##### Raw data

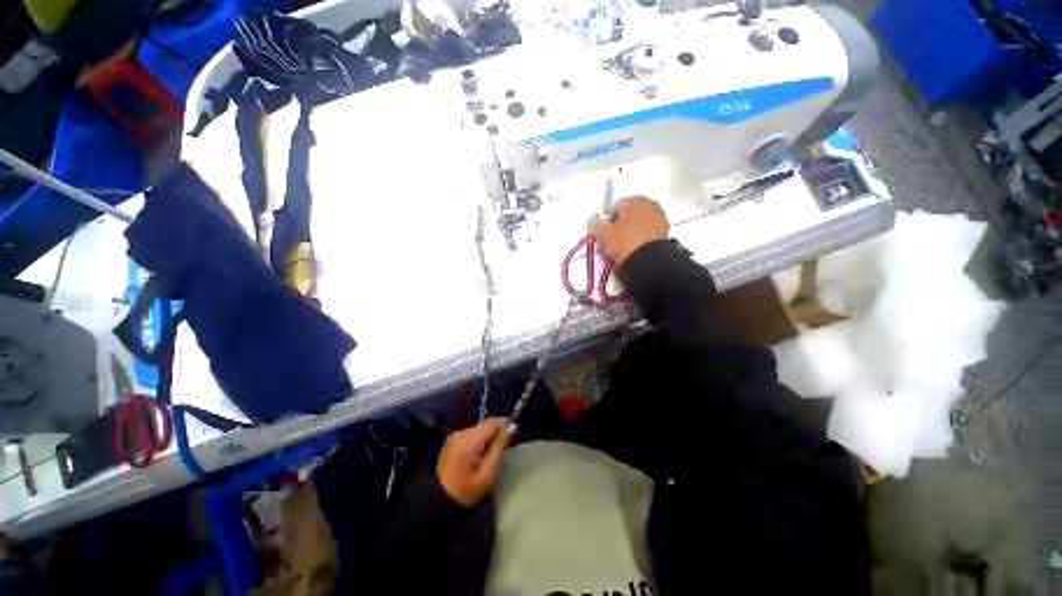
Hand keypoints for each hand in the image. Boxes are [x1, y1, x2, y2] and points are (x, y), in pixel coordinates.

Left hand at [437, 418, 515, 505]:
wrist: (437, 501)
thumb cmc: (466, 491)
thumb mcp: (487, 473)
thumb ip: (499, 447)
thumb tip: (512, 426)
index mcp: (469, 441)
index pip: (492, 422)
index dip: (505, 424)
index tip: (514, 433)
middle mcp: (461, 433)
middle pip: (485, 425)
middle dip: (496, 433)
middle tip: (503, 449)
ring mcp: (455, 436)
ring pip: (478, 429)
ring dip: (487, 437)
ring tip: (490, 454)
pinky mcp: (452, 440)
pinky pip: (471, 434)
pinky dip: (478, 440)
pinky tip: (478, 455)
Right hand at [588, 197, 669, 264]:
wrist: (649, 261)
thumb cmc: (625, 242)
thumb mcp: (604, 234)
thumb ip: (595, 225)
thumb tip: (593, 222)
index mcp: (635, 201)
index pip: (616, 206)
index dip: (608, 219)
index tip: (605, 232)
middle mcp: (650, 205)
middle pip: (629, 214)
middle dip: (621, 225)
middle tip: (613, 240)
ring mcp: (660, 219)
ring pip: (639, 224)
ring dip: (631, 232)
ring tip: (623, 247)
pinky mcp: (666, 233)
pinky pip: (648, 233)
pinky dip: (641, 239)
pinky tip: (635, 249)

##########

About this task >>
The reply must consist solely of the lines from the one containing "middle tip: (503, 449)" through the last line of the data, reproduced exactly.

Response area >>
middle tip: (503, 449)
ring mcp: (455, 436)
ring pip: (478, 429)
ring dip: (487, 437)
ring tip: (490, 454)
pinky mcp: (452, 440)
pinky pip: (471, 434)
pinky dip: (478, 440)
pinky tip: (478, 455)
Right hand at [588, 197, 669, 264]:
wrist: (649, 261)
thumb cmc: (625, 242)
thumb mcp: (604, 234)
thumb ip: (595, 225)
thumb tip: (593, 222)
index mcp: (635, 201)
index pip: (616, 206)
index dip: (608, 219)
index tip: (605, 232)
middle mcp: (650, 205)
middle pip: (629, 214)
middle dip: (621, 225)
middle tip: (613, 240)
ring mcp: (660, 219)
ring pip: (639, 224)
ring dip: (631, 232)
ring tip: (623, 247)
pinky mcp: (666, 233)
pinky pip: (648, 233)
pinky dip: (641, 239)
pinky tip: (635, 249)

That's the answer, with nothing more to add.